Myopathy

Overview

The term “myopathy” describes a group of diseases of skeletal muscle which are not caused by nerve disorders. Myopathies are usually degenerative, and cause the skeletal muscles to become weak or wasted.

Symptoms

The effects of myopathy are typically mild and transitory. Symptoms include muscle weakness and movement problems. Symptoms may cause patients to become wheelchair dependent in rare cases.

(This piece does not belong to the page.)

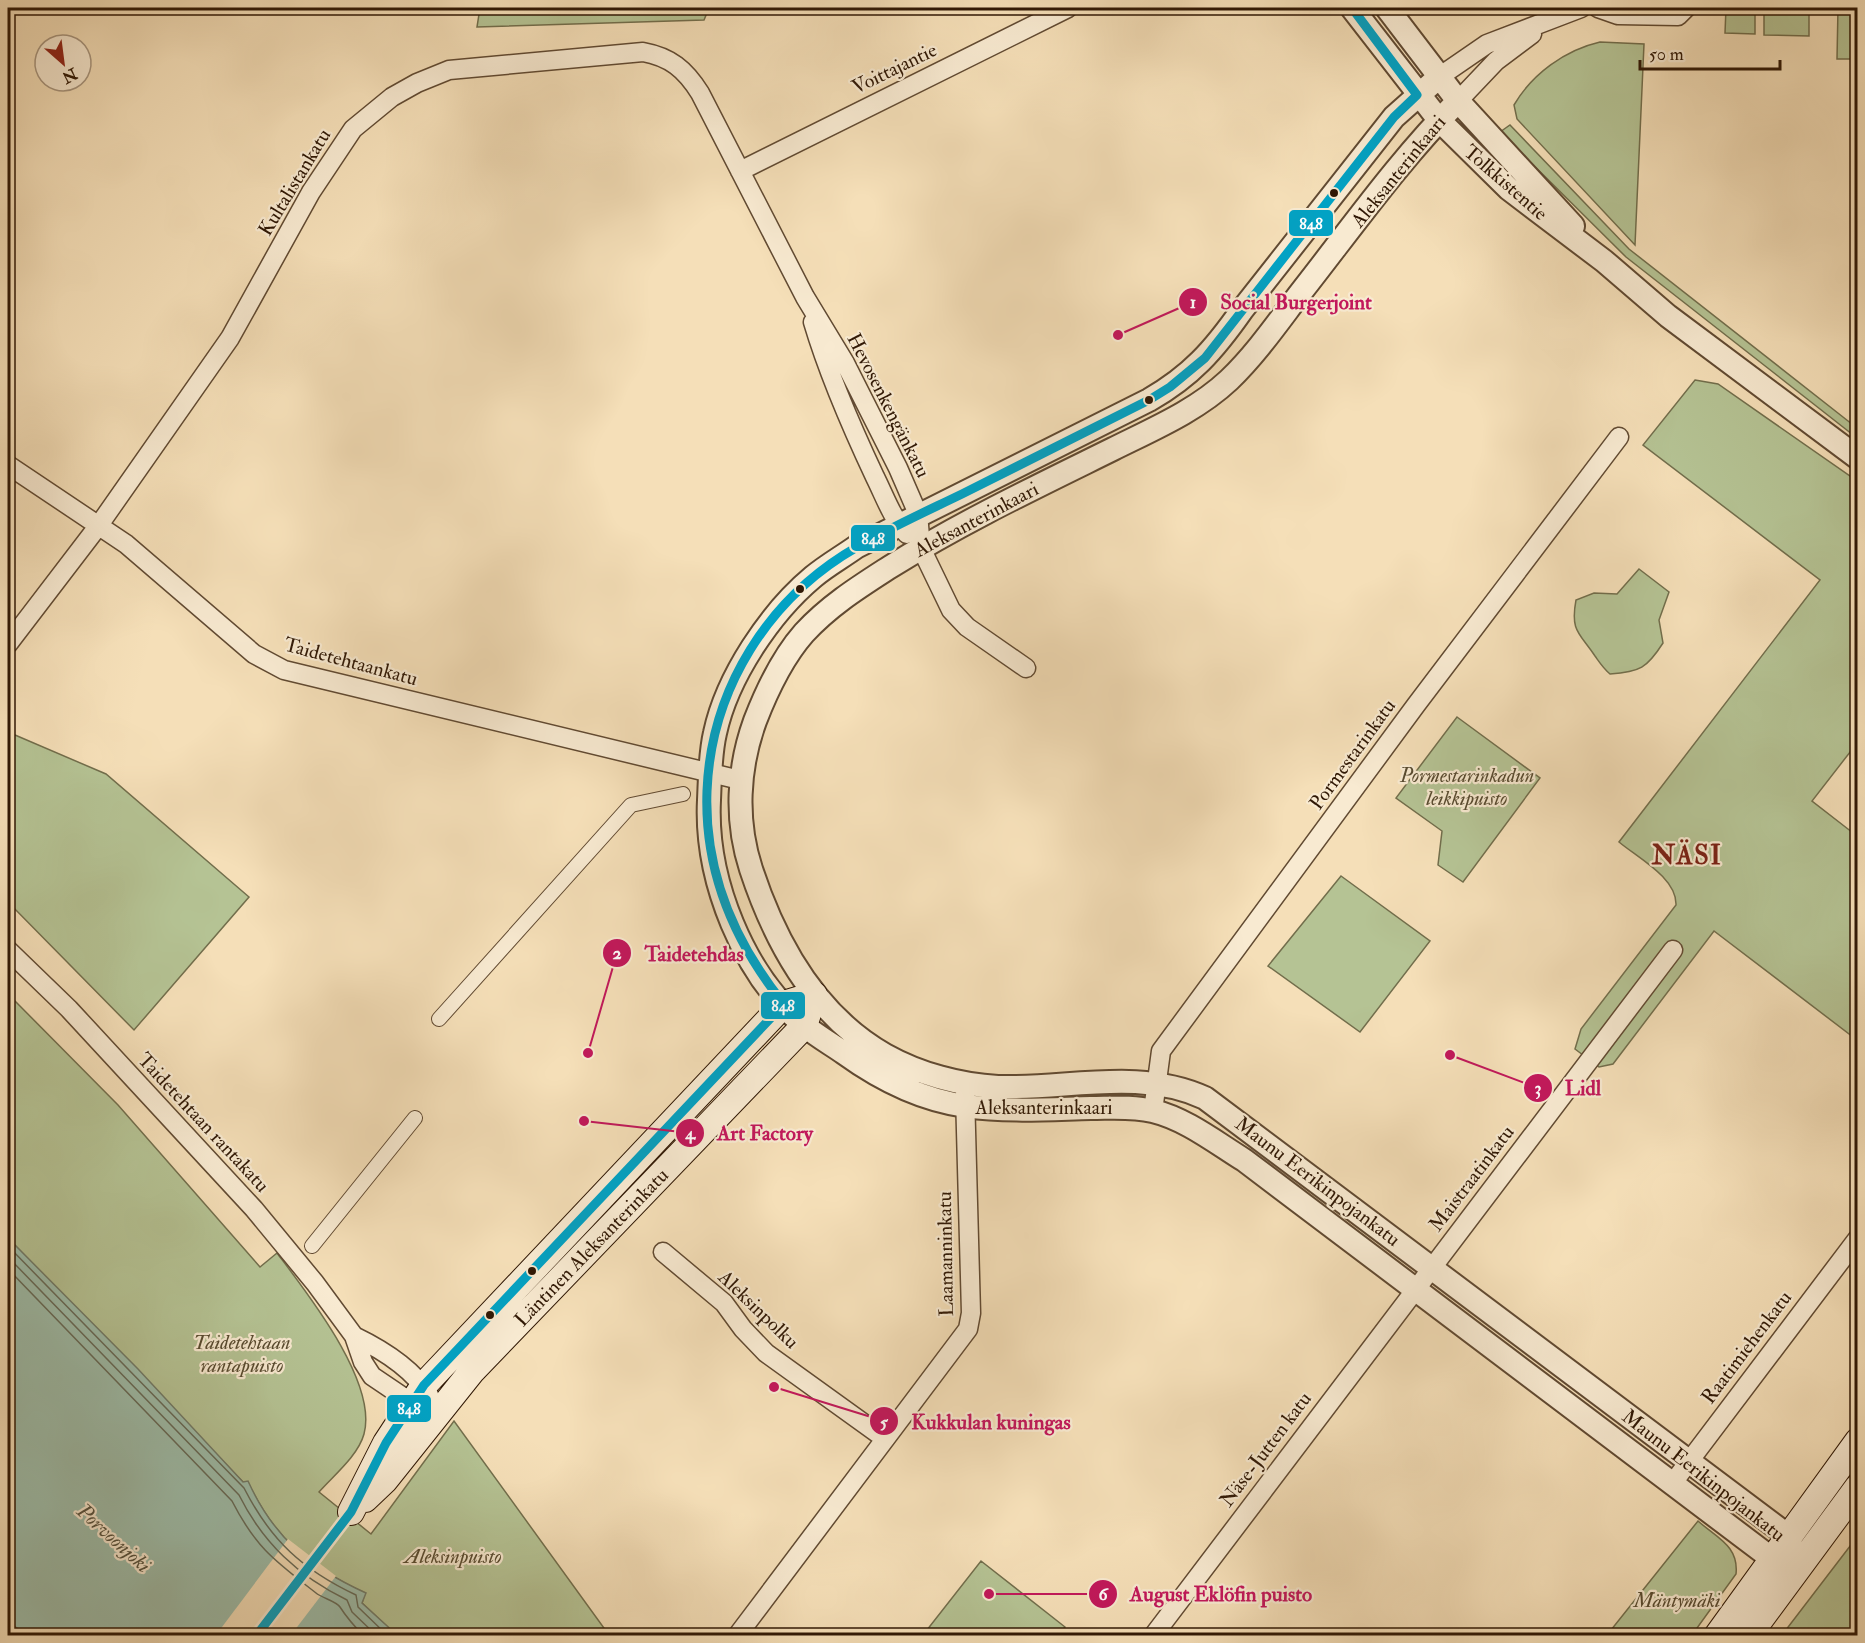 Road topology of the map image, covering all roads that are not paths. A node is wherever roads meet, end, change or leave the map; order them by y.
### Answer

Muscular dystrophy is a severe form of myopathy which can have far more serious symptoms. Follow the link to learn more about muscular dystrophy.

Causes

There are many different types of myopathies. Some are inherited and caused by a genetic defect. Myopathies may also be caused by inflammatory response, or endocrine problems. Other possible causes include:
  • drug side effects
  • chemical poisoning
  • chronic disorder of the immune system

Risk Factors

Some of the risk factors for myopathy include:
  • Autoimmune disorders such as scleroderma, thyroiditis
  • Endocrine disorders including Cushing syndrome, hypothyroidism, hyperthyroidism, or Addison disease
  • Metabolic disorders
  • Exposure to toxins such as herbicides or insecticides
  • Infection such as HIV or Lyme disease
  • Vitamin D deficiency, or vitamin E or A toxicity
  • Medications (especially lipid-lowering statins, some antihistamines; long-term corticosteroid use)

Diagnosis

The diagnosis comes from clinical history of weakness frequently accompanied by pain. A doctor may also order blood work or get an electrodiagnostic study, also known as an EMG.

Complications

Most people who develop a myopathy have transient weakness and pain that gets better either on its own, with elimination of the drug or toxin, or with treatment. For some, myopathy can progress to severe and prolonged weakness.